#### Instructions for the task
Look through the entries and count each line that includes the string "AVENUE". Reply with the number alone.

Dataset records:
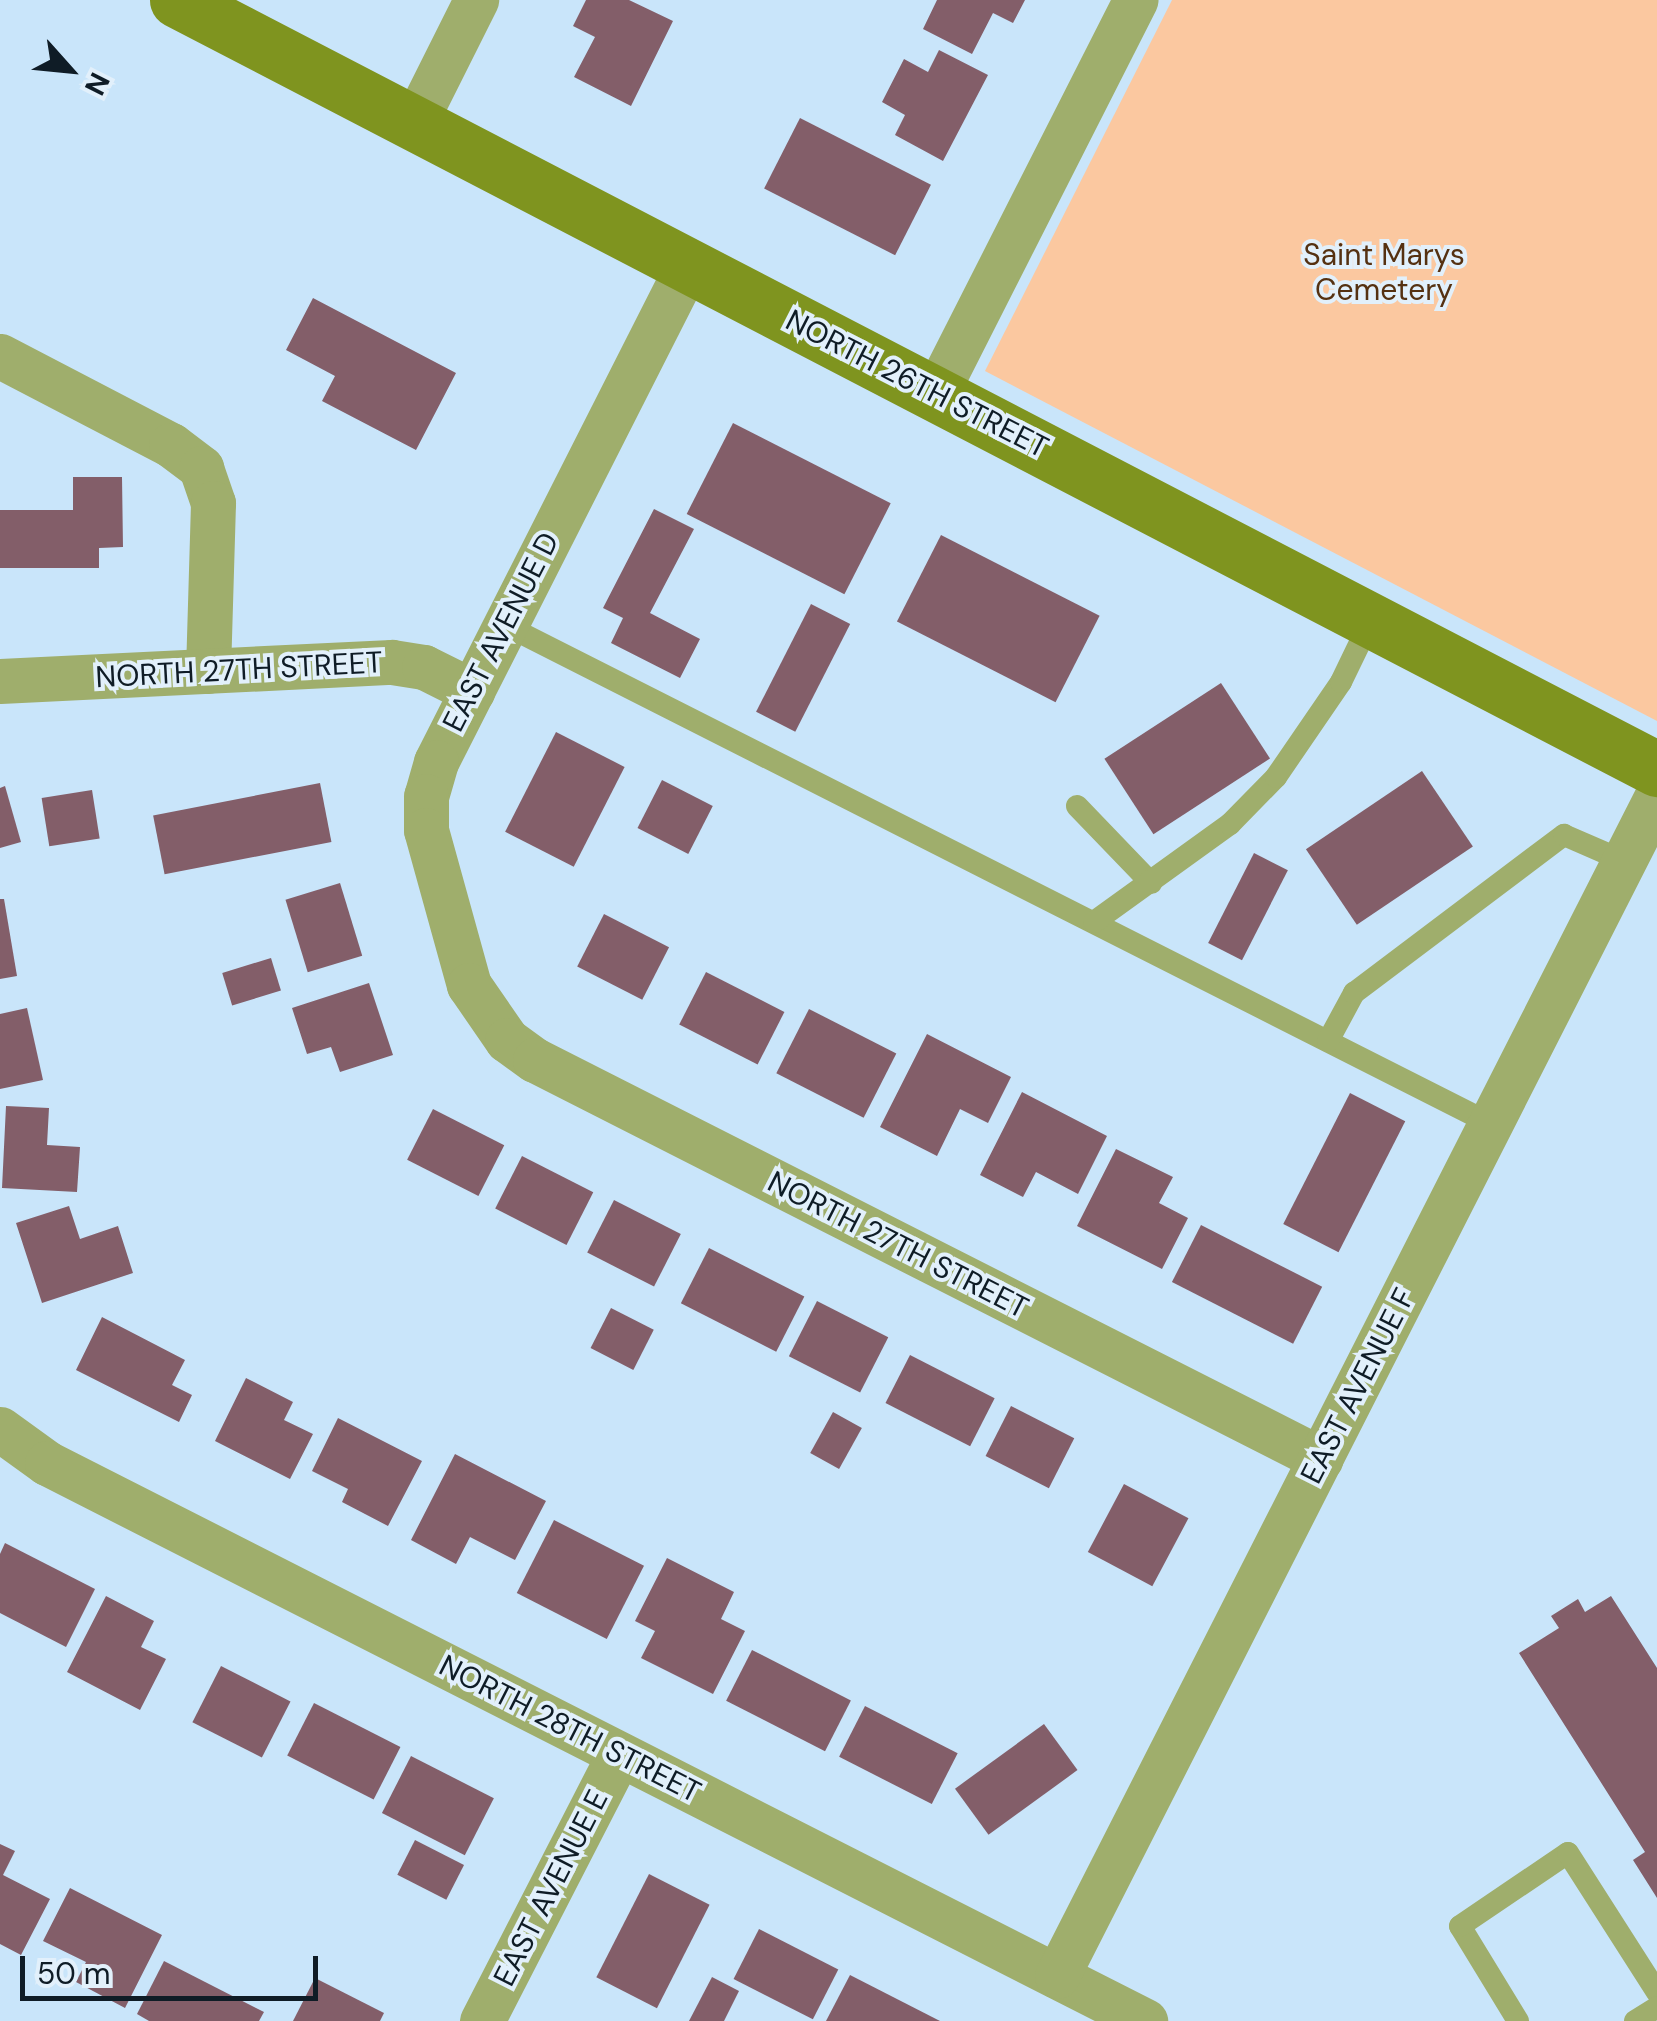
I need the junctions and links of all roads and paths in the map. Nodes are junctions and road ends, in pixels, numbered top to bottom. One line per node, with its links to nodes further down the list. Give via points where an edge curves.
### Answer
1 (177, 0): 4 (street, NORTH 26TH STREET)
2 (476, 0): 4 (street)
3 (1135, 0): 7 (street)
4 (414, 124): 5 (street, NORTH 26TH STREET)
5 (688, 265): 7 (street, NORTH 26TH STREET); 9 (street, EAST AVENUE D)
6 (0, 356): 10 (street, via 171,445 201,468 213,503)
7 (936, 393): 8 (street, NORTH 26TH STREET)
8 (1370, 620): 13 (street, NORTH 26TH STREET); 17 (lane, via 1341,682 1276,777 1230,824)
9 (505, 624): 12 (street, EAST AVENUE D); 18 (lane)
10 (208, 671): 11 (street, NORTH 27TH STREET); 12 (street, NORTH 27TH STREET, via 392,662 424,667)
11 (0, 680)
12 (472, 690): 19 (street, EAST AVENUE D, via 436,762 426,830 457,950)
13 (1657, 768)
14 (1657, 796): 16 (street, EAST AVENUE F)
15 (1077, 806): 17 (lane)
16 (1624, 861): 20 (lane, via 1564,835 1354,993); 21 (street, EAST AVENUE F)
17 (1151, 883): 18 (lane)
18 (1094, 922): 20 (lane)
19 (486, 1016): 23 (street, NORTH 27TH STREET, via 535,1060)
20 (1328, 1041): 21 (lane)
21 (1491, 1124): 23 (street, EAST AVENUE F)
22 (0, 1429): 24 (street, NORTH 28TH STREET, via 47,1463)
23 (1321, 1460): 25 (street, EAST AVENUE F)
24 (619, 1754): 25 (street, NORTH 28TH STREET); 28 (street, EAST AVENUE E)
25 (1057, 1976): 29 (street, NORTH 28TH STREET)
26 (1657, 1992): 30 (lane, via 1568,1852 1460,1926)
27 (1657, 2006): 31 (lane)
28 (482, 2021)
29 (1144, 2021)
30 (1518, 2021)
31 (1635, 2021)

#### The answer
8